How to Run a Workload

This guide explains how to launch a workload in Plexus from either the Applications or Workloads page. You will choose an application, configure resources, and submit the job.

Screenshots

The screenshots in this guide show example choices (e.g. PyTorch, a specific team). Your options may differ.

Sign in to AAC if needed (see Sign in to AAC).

You can start a workload from the application view or the workload view.

Start from the application view

  1. Open the Applications page.
  2. Select the application you want to run (for example, PyTorch).
  3. Click New Workload.

Applications list with application selected

New Workload button

Select team (application view)

If you belong to more than one team, a dialog opens so you can select the team to use. If you have only one team, this step is skipped. Click Launch to go to the Select input files page.

Team selection dialog

Start from the workload view

  1. Open the Workloads page.
  2. Click New Workload.

Workloads page with New Workload button

Select team (workload view)

If you belong to more than one team, select the team in the dialog. Click Next.

Team selection when starting from Workloads

  1. Select the application you want to run.
  2. If prompted, select the version (Docker or Singularity).
  3. Click New Workload to go to the Select input files page.

Application selected

Application version selected

Select input files

Upload the files needed for the workload.

  1. Click Upload files.
  2. Click Browse Files.
  3. Select the files (up to 5 per upload) and click Next.

Upload files button

Browse Files dialog

Selected files ready to add

Application configuration

Interactive applications

This step is not shown for interactive applications such as PyTorch, TensorFlow, or Ubuntu ROCm.

You can keep the default script or enter custom commands in:

  • Pre-run Script: Commands run before containers are created.
  • Run Script: Commands run inside the container. For some applications, a default benchmarking script is provided.
  • Post-run Script: Commands run after containers are created.

Click Next when done.

Application configuration script fields

Select resources

Set the number of GPUs, maximum runtime, and other options.

Select Resources page

  • Queue oversubscribe: Off by default. If enabled, allocated resources can be shared with other workloads.

Queue oversubscribe option

  • Telemetry enabled: Off by default. If enabled, you will see real-time metrics on the workload detail page during and after the run.

Telemetry enabled option

Performance tab with metrics

  • Maximum allowed runtime: Set how long the workload can run. Default is 1 hour. You cannot change this after the workload is launched.

Maximum allowed runtime and time parameters

  • GPUs: Choose the number of GPUs (for example, based on your run script for HPC or your needs for AI/ML).

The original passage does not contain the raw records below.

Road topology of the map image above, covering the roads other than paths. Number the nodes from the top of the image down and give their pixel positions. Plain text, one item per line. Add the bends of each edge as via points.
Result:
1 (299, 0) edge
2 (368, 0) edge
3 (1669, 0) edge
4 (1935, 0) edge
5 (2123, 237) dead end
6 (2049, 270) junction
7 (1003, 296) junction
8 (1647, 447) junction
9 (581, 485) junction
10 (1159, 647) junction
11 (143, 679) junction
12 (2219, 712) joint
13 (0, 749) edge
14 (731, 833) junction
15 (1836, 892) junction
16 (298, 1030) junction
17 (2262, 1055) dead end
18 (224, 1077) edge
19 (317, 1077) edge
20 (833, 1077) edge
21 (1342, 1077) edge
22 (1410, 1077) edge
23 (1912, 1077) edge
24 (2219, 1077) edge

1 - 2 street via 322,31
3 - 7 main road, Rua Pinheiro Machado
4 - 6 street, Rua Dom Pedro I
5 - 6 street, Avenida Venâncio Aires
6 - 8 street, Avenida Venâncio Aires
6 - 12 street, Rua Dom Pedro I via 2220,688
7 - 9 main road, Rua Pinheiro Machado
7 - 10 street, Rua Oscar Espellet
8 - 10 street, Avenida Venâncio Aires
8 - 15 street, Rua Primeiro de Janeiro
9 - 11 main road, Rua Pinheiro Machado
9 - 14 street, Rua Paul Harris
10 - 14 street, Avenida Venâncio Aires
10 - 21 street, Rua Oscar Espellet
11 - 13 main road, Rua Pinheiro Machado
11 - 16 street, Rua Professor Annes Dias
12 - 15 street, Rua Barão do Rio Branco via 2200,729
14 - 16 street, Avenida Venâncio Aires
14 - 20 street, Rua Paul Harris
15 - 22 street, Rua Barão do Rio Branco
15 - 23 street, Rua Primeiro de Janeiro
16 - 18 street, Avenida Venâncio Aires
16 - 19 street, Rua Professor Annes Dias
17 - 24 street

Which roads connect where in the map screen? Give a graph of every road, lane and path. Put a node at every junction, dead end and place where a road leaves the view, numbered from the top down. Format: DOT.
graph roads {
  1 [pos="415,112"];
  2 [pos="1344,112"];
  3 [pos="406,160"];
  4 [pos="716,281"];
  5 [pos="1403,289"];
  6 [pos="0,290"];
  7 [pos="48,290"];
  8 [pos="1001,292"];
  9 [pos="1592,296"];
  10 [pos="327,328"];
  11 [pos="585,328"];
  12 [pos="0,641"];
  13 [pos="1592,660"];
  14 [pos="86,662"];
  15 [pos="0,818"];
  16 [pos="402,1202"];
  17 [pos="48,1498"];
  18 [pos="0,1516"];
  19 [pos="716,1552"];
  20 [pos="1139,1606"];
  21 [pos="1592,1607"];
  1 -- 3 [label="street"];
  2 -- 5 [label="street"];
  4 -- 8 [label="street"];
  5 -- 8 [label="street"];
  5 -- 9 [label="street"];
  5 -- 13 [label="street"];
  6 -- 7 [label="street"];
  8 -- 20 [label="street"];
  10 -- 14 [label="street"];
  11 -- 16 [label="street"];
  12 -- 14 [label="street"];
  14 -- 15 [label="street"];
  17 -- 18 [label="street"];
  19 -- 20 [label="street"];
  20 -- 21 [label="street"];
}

GPU and resource configuration

Click Next.

Select compute

Based on the GPUs you selected, a list of available queues is shown. Choose a queue by accelerator type and OS. A node in that queue will be assigned when one is free; if all are busy, the workload stays in Pending until a node is available.

Queue selection

Click Next.

Review workload submission

Review the configuration from the previous steps. Use Change on any section to adjust it, then click Run Workload.

Review workload submission page

The workload is submitted to the selected queue and starts when resources are ready. When it finishes successfully, the status changes to Finished.

Workload parameters and status